Goethe, unser aller alter Dichterfürst, der Gute, der Immerzitierte, der Volksmundspruchproduzent erster Ordnung, er hängt auch in meinem Hotel in Bünde, Ostwestfalen. Also, nicht der Herr JWG. Sondern einer seiner Sinnsprüche. Dieser nämlich: Ein Mädchen und ein Gläschen Wein, die lindern alle Not, und wer nicht küsst und wir nicht trinkt, der ist schon lange tot! Sinnvoll platziert, das Sprüchlein im Eingang des Hotels, rechts geht es zum Restaurant, Thema: Wein, links geht es ins Hotel, Thema …

Schürft der Spruch tief? Nein. Er könnte auch bei 1,7 Promille vom Taubenzuchtvereinsvorstand Rödinghausen-Ost kreiert worden sein, bevor der einen Schoppen nachfordert, und die Kellnerin vom Wirt vor den tätschelnden Übergriffen der Herren geschützt werden muss.

Bemerkenswert finde ich diesen Spruch aus einem anderen Grund. Kommasetzung. Jaja, mit so etwas befasse ich mich. … und wer nicht küsst und wer nicht trinkt … Muss da nicht ein Komma rein, zwischen küsst und wer?

Muss nicht. Denn es folgt zwar nach … und wer nicht küsst … ein ganzer Satz mit Prädikat und Subjekt (was für ein Komma spräche). Aber dieser Satz ist Teil einer Reihung, einer Aufzählung und nicht sonderlich untergeordnet. Also: ohne Komma. Danke, Johann Wolfgang, dass ich das hier mal an Ihnen darlegen darf …

Hey, und dann verifiziert der Journalist in mir, der alte misstrauische, mal den JWG. Ein wenig plump klingt er ja.
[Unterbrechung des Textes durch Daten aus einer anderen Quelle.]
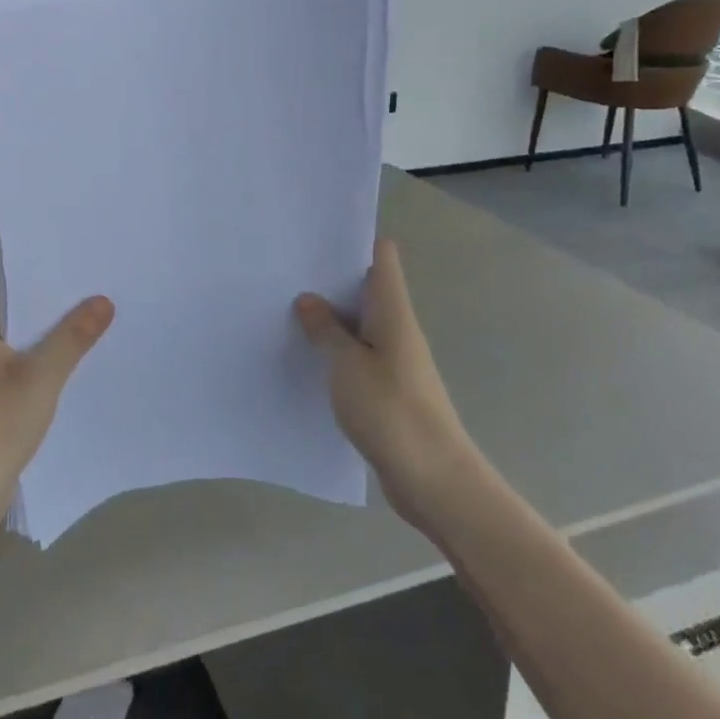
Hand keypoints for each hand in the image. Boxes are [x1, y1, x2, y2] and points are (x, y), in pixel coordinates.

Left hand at [0, 295, 114, 521]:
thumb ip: (73, 336)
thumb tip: (102, 300)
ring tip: (94, 335)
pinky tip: (70, 374)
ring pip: (18, 350)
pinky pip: (14, 375)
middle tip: (100, 306)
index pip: (15, 293)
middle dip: (55, 318)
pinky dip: (38, 373)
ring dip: (48, 347)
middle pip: (18, 321)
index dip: (51, 288)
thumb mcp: (42, 375)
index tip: (88, 283)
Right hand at [296, 240, 474, 531]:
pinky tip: (306, 358)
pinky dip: (335, 352)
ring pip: (359, 325)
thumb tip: (309, 299)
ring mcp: (394, 361)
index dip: (354, 241)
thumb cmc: (391, 411)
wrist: (434, 480)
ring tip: (286, 310)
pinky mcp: (388, 391)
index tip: (315, 238)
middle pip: (366, 289)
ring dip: (330, 319)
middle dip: (330, 280)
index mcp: (393, 312)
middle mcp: (397, 329)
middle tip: (285, 273)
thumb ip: (326, 330)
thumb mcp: (347, 365)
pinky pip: (358, 357)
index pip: (382, 257)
Und was ergibt die Recherche? Falsches Zitat, ohjesses! Ein Mädchen und ein Gläschen Wein kurieren alle Not, und wer nicht trinkt und wer nicht küsst, der ist so gut wie tot!
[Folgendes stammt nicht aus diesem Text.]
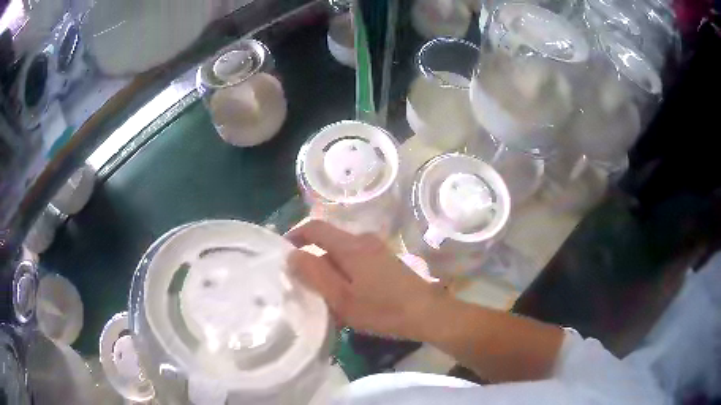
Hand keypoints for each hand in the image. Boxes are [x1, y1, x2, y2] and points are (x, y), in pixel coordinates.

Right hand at [285, 221, 444, 339]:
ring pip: (343, 253)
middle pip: (329, 241)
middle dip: (313, 259)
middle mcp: (364, 240)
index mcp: (350, 246)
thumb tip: (292, 255)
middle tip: (304, 284)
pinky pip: (356, 260)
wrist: (427, 313)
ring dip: (330, 269)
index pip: (315, 228)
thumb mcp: (341, 298)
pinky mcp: (386, 260)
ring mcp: (377, 249)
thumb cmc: (382, 309)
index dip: (296, 235)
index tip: (283, 252)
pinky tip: (347, 295)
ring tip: (325, 294)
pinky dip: (344, 272)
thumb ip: (315, 274)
Warum ersetzt jemand kurieren durch lindern? Hey, Plakatmaler, lindern und kurieren sind etwas sehr Unterschiedliches. Das eine nimmt etwas leicht weg; das andere schafft ab. Das eine ist der stete Gang in die Apotheke, das andere das Entlasspapier aus dem Spital ….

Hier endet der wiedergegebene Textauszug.